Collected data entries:
* * *

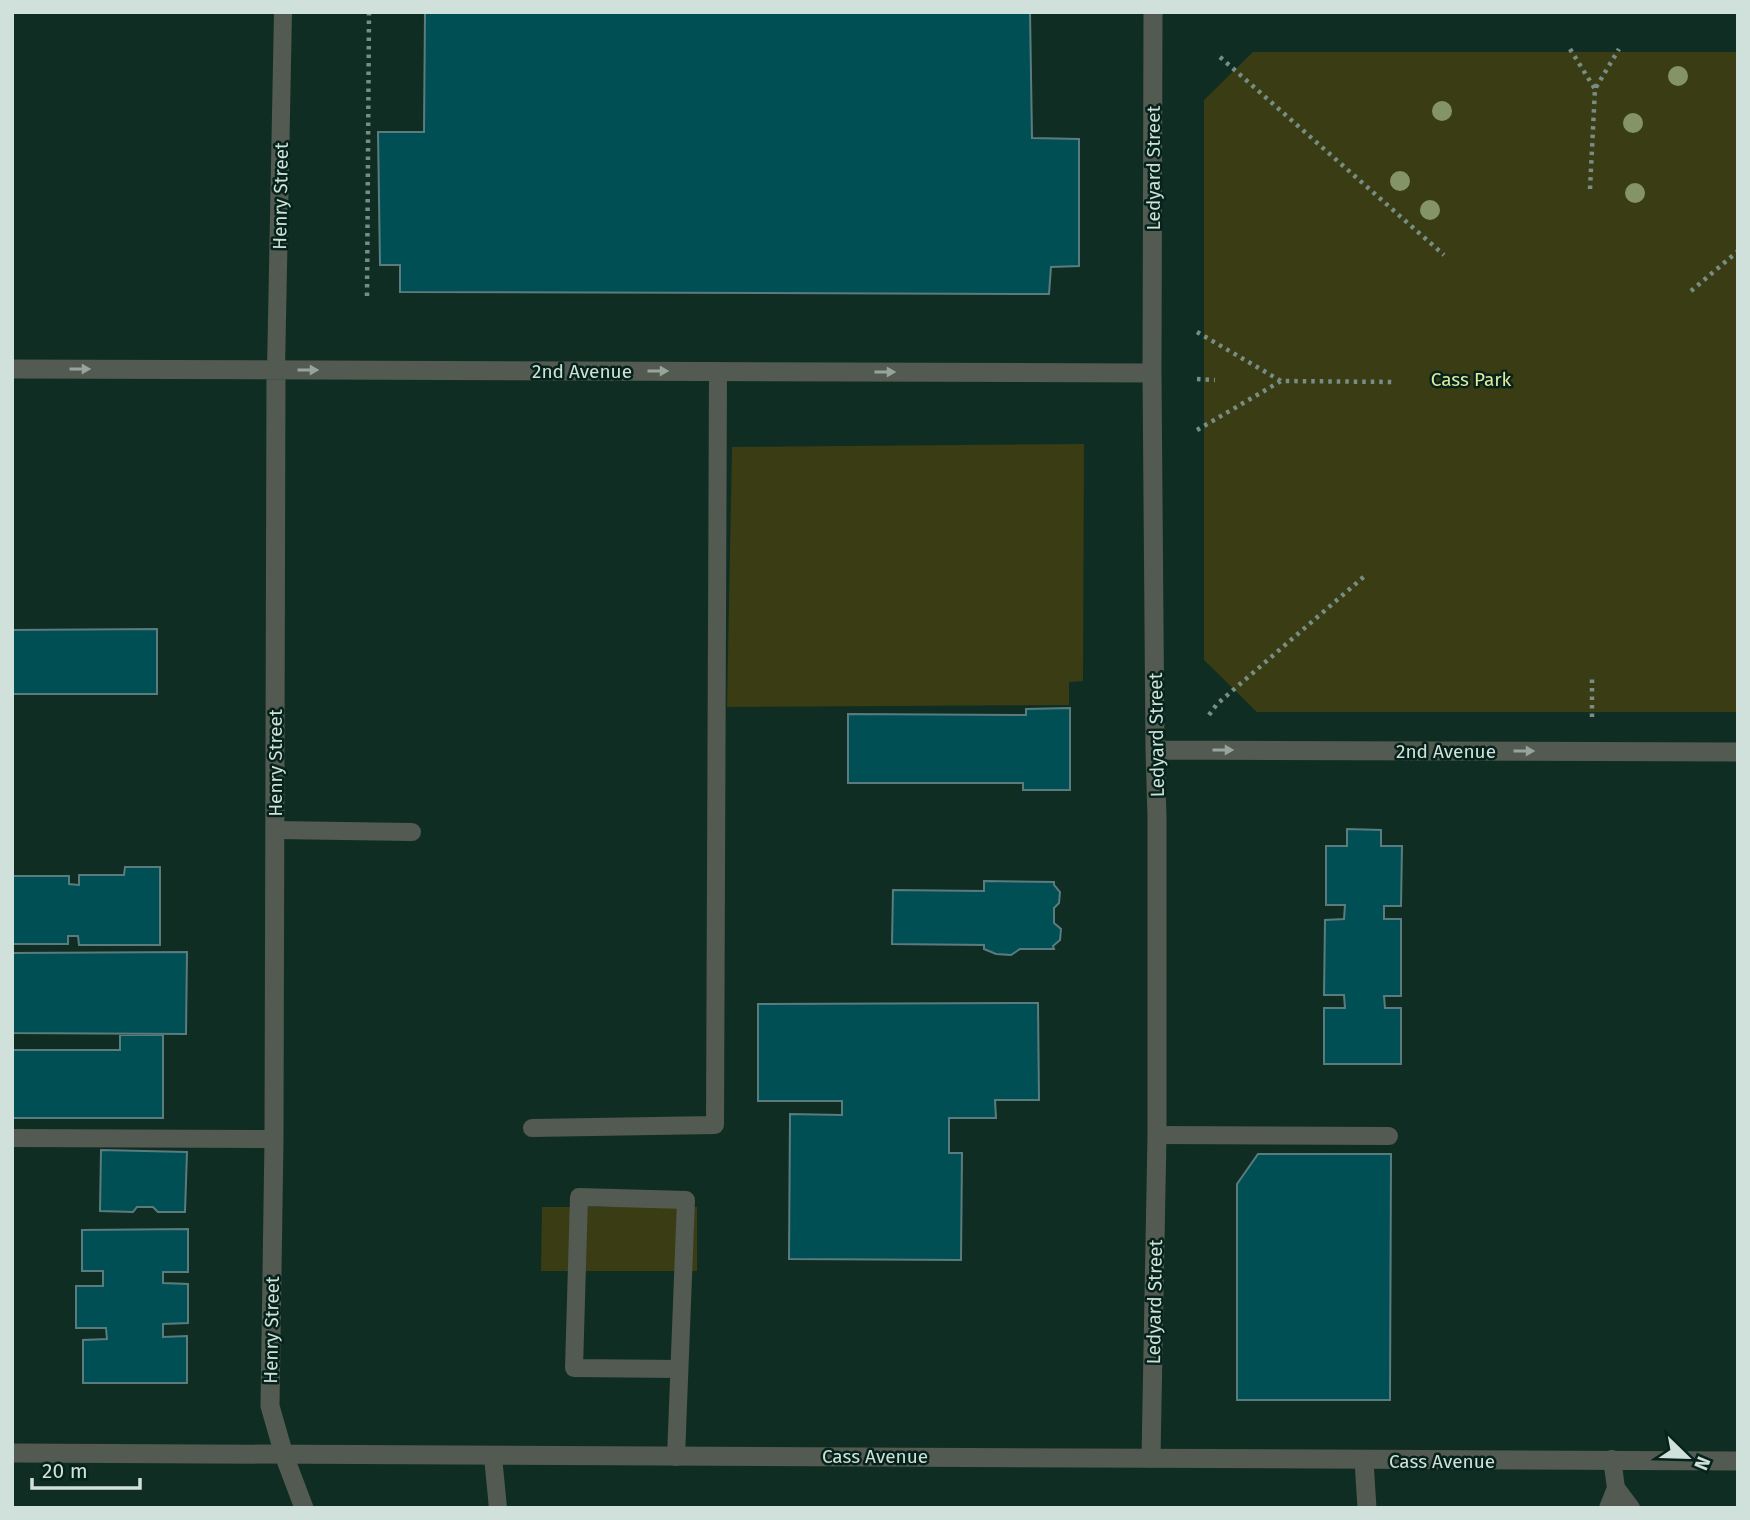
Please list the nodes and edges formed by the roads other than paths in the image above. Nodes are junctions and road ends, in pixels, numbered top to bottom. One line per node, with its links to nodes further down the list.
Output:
1 (283, 12): 4 (lane, Henry Street)
2 (1153, 12): 6 (street, Ledyard Street)
3 (12, 369): 4 (street, 2nd Avenue, one-way to 4)
4 (276, 370): 5 (street, 2nd Avenue, one-way to 5); 9 (street, Henry Street)
5 (718, 371): 6 (street, 2nd Avenue, one-way to 6); 11 (lane)
6 (1152, 373): 7 (street, Ledyard Street)
7 (1154, 750): 8 (street, 2nd Avenue, one-way to 8); 12 (street, Ledyard Street)
8 (1738, 751)
9 (275, 830): 10 (lane); 15 (street, Henry Street)
10 (412, 832)
11 (532, 1128)
12 (1157, 1135): 13 (lane); 21 (street, Ledyard Street)
13 (1389, 1136)
14 (12, 1138): 15 (lane)
15 (274, 1139): 18 (street, Henry Street)
16 (679, 1369): 16 (lane); 20 (lane)
17 (12, 1454): 18 (street, Cass Avenue)
18 (284, 1455): 19 (street, Cass Avenue); 26 (street, Henry Street)
19 (493, 1457): 20 (street, Cass Avenue); 27 (lane)
20 (676, 1457): 21 (street, Cass Avenue)
21 (1151, 1458): 23 (street, Cass Avenue)
22 (1612, 1459): 23 (street, Cass Avenue); 24 (street, Cass Avenue); 25 (lane)
23 (1364, 1461): 28 (street)
24 (1738, 1461)
25 (1616, 1488): 29 (lane); 30 (lane)
26 (304, 1508)
27 (498, 1508)
28 (1367, 1508)
29 (1608, 1508)
30 (1631, 1508)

* * *

YOUR INSTRUCTIONS: For the word "Cass", count the lines of the data that contain it and give only the count.

REPLY TO THE EXERCISE: 6